Your job is to return every line in the data holding the string "Hodings".
►
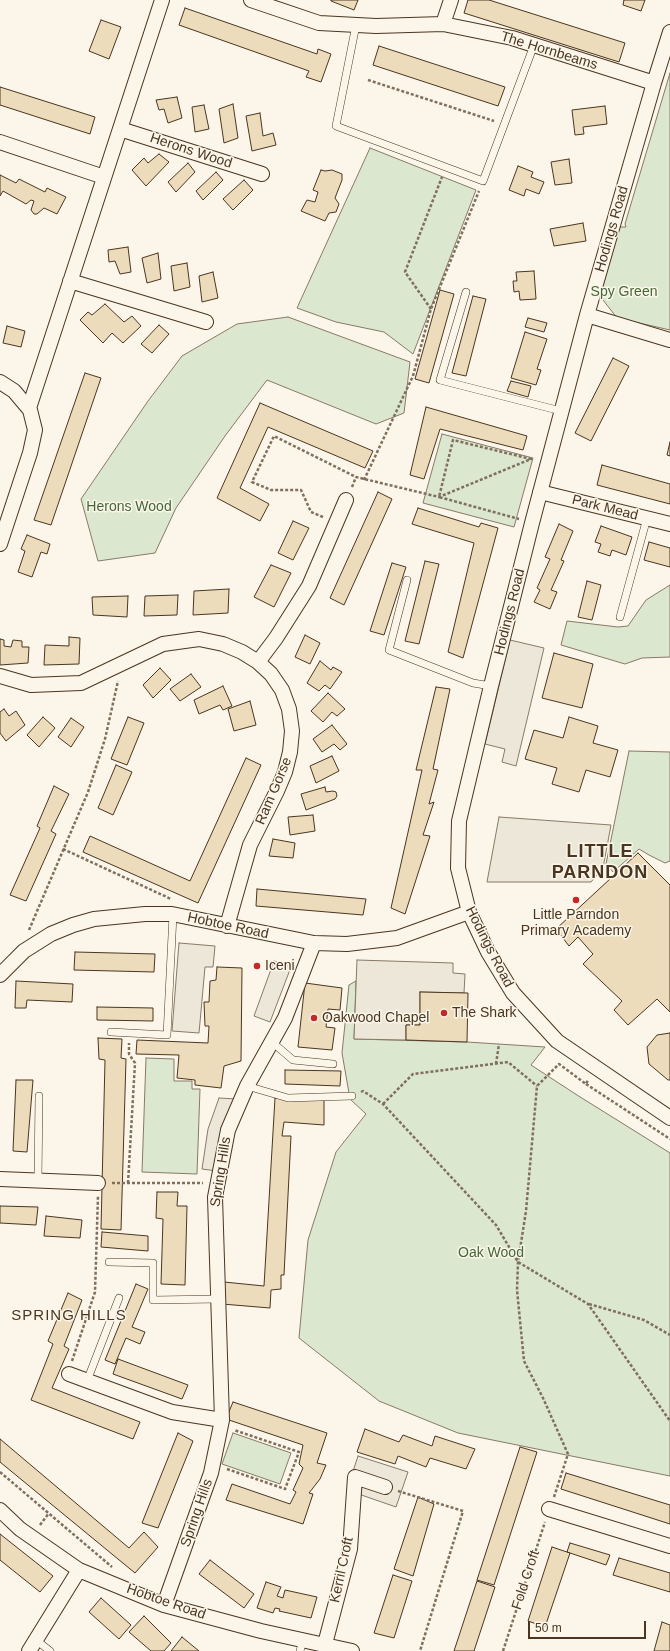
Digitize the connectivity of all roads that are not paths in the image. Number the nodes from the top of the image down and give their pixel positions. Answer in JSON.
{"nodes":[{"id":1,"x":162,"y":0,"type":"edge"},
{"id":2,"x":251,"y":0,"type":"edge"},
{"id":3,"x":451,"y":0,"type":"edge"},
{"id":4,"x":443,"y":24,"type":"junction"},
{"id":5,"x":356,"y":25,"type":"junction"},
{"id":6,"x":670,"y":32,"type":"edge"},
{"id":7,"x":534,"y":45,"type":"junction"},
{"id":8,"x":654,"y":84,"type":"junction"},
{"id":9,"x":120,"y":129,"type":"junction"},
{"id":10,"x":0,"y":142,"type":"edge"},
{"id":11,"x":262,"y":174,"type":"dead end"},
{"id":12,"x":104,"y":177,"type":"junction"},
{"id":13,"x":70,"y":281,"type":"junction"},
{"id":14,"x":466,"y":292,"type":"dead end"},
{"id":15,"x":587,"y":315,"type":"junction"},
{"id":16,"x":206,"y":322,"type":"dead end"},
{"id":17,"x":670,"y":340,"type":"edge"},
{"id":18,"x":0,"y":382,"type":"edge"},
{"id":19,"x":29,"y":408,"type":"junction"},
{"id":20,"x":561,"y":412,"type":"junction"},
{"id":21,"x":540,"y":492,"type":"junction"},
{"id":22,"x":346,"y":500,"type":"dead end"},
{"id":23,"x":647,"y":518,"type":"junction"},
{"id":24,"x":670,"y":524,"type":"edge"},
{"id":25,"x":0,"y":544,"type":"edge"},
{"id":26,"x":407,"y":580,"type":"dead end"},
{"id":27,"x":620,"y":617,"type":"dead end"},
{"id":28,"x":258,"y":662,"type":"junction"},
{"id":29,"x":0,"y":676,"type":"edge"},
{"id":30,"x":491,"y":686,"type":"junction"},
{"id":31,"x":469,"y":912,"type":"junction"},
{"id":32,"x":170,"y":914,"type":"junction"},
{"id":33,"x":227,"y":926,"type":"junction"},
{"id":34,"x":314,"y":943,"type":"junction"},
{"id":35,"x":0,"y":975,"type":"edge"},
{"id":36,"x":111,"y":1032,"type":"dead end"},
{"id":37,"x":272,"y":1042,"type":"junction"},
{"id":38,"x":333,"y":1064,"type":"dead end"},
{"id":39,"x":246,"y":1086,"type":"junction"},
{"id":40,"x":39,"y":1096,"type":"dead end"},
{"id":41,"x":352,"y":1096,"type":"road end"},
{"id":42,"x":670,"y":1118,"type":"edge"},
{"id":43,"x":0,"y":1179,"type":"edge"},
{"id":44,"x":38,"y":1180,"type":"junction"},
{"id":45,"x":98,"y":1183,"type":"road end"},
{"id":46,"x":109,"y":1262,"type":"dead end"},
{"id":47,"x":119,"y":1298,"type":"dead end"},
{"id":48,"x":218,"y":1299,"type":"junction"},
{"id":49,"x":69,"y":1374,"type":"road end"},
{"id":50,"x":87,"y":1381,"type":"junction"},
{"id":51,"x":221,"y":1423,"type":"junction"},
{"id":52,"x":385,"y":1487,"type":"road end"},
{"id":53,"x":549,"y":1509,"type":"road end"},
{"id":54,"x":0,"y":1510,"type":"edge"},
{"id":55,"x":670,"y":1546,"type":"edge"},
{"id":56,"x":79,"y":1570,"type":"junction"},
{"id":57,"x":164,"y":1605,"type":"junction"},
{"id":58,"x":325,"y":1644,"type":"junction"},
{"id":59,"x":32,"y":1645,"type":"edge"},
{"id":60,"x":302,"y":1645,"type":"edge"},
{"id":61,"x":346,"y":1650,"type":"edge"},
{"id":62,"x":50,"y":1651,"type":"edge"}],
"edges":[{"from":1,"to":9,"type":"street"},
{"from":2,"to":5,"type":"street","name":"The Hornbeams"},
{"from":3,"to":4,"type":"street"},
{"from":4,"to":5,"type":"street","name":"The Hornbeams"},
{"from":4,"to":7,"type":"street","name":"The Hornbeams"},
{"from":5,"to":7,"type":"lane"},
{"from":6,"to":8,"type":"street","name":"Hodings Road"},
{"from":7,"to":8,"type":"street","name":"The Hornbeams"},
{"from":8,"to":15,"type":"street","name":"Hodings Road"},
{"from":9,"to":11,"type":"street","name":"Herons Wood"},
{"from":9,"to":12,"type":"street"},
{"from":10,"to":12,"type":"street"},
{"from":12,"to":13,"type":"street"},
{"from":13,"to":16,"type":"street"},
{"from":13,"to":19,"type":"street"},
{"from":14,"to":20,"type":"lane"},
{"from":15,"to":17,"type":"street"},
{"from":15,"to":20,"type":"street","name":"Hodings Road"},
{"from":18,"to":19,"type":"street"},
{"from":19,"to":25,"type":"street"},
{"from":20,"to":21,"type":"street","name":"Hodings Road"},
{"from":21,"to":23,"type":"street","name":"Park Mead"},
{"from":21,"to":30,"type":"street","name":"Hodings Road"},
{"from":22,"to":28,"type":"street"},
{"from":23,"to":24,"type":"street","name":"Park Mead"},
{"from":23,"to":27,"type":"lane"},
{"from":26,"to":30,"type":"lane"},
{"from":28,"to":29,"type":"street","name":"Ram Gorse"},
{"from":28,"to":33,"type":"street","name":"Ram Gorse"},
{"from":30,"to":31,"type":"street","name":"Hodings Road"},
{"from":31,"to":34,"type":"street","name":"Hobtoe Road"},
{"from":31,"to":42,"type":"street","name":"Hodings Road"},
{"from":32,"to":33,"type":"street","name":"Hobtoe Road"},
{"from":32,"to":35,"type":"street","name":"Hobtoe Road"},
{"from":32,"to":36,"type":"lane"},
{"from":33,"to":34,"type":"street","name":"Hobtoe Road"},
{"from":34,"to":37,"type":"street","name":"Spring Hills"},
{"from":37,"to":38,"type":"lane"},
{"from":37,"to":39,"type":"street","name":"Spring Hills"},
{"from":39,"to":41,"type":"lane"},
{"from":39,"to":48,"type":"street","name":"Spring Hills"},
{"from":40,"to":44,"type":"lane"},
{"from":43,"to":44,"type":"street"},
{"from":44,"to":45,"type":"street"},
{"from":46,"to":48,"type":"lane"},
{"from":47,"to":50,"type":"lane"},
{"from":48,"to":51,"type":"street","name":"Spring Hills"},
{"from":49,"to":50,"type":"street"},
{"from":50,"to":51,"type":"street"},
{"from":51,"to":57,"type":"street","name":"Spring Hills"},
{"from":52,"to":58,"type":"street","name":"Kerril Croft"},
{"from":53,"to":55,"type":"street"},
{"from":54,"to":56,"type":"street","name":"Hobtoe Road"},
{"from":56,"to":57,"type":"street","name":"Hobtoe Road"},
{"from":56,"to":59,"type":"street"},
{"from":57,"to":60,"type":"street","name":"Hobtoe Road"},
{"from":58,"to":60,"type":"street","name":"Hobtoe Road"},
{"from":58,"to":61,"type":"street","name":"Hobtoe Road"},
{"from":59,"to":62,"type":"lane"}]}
◄
TASK SOLUTION ::
{"from":6,"to":8,"type":"street","name":"Hodings Road"},
{"from":8,"to":15,"type":"street","name":"Hodings Road"},
{"from":15,"to":20,"type":"street","name":"Hodings Road"},
{"from":20,"to":21,"type":"street","name":"Hodings Road"},
{"from":21,"to":30,"type":"street","name":"Hodings Road"},
{"from":30,"to":31,"type":"street","name":"Hodings Road"},
{"from":31,"to":42,"type":"street","name":"Hodings Road"},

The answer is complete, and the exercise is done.